• [PROMPT]: Could you find each line of the data below that contains the word "change" and copy those lines?

• [Stored data entries]:

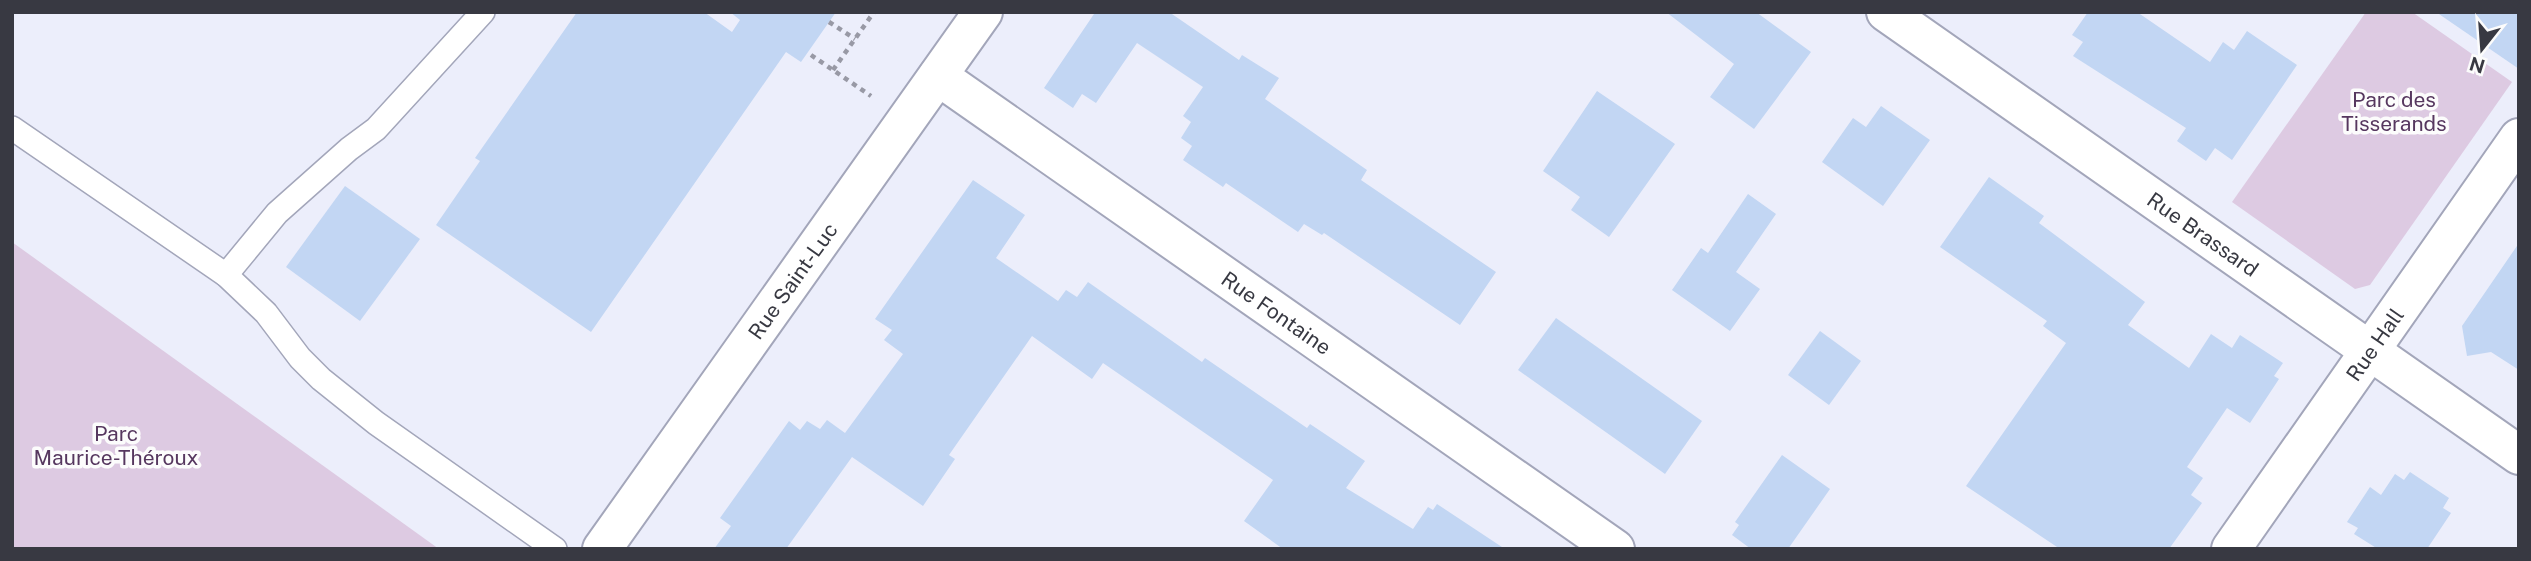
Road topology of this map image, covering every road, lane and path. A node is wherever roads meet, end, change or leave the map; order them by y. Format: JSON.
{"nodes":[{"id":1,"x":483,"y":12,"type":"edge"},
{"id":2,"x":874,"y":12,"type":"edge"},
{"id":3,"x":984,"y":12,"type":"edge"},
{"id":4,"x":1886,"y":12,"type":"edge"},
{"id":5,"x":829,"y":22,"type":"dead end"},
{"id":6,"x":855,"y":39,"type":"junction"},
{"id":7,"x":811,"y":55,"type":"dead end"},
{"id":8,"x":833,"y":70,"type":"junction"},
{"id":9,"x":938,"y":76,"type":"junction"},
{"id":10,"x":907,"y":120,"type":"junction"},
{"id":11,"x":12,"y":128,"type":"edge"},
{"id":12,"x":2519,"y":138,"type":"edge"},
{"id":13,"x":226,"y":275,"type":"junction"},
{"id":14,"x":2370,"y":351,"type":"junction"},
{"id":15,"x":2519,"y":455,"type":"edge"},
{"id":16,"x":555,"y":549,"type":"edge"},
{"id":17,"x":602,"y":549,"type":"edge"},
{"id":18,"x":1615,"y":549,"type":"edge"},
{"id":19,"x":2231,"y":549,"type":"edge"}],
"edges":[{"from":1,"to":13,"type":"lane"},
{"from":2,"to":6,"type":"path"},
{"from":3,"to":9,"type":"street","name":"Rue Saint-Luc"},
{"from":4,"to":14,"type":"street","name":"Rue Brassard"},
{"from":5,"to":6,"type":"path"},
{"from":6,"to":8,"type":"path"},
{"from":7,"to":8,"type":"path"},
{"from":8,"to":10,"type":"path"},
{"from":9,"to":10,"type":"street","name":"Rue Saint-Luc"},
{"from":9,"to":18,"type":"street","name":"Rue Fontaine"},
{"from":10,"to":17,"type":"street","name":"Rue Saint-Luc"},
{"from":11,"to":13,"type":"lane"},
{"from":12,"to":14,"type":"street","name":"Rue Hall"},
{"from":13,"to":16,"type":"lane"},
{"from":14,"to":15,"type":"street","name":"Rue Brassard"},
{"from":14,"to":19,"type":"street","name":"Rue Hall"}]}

---

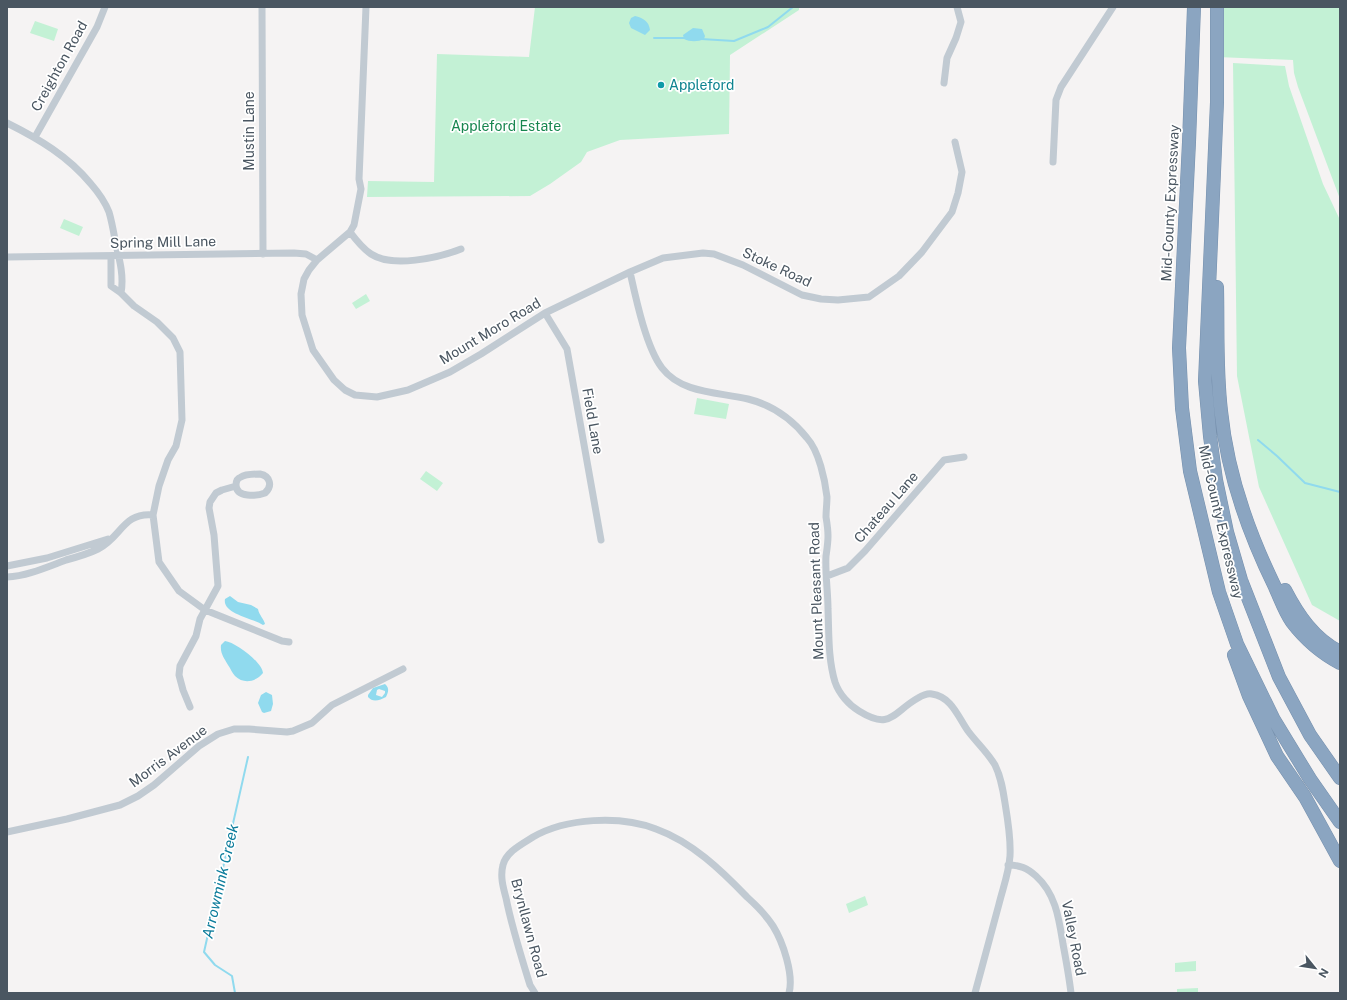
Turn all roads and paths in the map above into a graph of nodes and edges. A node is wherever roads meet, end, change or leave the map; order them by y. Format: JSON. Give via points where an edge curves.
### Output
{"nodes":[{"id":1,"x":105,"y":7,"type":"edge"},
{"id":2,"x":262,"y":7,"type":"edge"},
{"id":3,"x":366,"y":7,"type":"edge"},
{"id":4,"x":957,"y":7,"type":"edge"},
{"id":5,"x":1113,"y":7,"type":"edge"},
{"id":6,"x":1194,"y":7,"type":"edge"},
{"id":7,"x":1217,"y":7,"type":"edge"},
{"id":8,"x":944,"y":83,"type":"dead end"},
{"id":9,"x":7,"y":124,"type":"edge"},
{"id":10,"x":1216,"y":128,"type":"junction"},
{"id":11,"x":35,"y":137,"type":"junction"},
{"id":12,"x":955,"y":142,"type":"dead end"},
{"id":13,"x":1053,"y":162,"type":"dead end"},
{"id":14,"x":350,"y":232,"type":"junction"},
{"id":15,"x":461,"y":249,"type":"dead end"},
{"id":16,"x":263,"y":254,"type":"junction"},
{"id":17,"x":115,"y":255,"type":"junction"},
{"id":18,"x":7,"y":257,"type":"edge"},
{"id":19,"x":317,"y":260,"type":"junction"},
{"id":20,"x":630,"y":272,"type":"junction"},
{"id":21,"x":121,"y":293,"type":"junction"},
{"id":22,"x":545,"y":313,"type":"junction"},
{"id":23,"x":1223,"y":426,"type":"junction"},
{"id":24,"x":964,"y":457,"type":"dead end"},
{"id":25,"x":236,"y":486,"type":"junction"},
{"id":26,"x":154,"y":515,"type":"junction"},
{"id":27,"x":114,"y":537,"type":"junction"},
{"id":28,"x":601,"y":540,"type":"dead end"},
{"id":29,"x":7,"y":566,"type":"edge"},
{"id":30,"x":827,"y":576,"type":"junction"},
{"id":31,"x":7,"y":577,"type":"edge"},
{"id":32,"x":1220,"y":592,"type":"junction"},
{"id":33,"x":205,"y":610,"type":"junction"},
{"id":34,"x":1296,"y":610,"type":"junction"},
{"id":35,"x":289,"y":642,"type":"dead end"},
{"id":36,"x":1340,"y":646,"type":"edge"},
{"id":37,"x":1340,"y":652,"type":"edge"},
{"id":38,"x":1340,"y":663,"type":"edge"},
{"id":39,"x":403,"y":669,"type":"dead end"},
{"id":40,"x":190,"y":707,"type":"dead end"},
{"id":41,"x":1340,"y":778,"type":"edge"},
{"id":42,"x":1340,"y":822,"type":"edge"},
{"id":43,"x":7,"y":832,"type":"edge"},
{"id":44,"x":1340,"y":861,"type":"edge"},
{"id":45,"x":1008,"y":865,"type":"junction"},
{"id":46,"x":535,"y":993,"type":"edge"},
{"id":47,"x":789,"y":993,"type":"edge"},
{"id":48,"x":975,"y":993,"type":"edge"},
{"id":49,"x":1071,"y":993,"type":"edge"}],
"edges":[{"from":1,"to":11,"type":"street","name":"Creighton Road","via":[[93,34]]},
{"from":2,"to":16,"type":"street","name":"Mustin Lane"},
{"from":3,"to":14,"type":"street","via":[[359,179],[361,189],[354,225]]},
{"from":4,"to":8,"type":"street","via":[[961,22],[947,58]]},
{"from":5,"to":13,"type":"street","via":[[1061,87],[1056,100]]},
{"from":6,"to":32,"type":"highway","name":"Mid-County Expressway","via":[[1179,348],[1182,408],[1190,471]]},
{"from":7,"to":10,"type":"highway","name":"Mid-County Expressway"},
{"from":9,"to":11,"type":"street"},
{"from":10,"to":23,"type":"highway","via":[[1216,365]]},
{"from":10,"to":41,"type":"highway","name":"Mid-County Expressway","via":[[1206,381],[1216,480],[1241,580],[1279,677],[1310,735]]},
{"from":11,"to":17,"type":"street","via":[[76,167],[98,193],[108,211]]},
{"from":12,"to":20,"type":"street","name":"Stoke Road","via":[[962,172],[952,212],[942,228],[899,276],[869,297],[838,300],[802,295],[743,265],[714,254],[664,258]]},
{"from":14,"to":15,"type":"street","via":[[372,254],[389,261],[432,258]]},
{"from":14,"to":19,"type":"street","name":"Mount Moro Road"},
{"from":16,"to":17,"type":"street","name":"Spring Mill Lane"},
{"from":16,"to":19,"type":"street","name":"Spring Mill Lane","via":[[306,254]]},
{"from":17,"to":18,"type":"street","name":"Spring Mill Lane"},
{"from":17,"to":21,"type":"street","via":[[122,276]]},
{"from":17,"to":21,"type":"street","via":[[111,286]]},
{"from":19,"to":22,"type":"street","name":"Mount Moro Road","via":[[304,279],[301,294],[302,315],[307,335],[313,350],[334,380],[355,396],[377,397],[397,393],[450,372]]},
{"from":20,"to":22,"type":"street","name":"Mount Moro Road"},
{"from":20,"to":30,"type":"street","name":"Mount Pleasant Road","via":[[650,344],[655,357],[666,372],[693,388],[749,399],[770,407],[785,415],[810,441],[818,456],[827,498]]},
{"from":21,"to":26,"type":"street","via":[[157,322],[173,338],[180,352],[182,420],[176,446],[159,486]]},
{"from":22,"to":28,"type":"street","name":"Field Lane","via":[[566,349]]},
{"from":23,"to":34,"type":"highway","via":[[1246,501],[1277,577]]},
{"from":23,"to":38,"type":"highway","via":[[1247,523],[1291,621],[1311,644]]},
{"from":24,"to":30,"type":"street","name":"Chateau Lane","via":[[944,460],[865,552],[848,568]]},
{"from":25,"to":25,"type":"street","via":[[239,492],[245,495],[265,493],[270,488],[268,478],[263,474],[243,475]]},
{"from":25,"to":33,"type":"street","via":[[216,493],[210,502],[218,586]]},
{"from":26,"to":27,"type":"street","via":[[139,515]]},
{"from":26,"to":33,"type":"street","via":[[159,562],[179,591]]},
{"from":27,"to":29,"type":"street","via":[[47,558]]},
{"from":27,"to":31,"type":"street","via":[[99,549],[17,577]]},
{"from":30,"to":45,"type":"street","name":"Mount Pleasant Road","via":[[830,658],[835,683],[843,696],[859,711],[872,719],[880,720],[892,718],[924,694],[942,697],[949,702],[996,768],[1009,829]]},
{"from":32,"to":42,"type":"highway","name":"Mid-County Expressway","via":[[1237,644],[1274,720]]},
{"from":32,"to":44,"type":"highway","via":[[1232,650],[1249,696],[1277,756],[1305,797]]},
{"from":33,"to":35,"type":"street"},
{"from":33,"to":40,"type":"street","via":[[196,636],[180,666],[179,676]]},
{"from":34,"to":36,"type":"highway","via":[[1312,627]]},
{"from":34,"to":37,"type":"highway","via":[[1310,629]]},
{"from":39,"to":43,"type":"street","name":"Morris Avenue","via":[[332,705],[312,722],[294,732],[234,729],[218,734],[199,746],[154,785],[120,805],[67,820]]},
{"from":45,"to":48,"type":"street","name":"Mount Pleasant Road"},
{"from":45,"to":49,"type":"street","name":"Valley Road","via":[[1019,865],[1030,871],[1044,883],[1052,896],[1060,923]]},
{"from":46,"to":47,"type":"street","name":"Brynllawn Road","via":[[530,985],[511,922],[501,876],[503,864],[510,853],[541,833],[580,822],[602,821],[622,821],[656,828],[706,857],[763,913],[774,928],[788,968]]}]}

• [ANSWER TO THIS PROBLEM]:
Road topology of this map image, covering every road, lane and path. A node is wherever roads meet, end, change or leave the map; order them by y. Format: JSON.
Turn all roads and paths in the map above into a graph of nodes and edges. A node is wherever roads meet, end, change or leave the map; order them by y. Format: JSON. Give via points where an edge curves.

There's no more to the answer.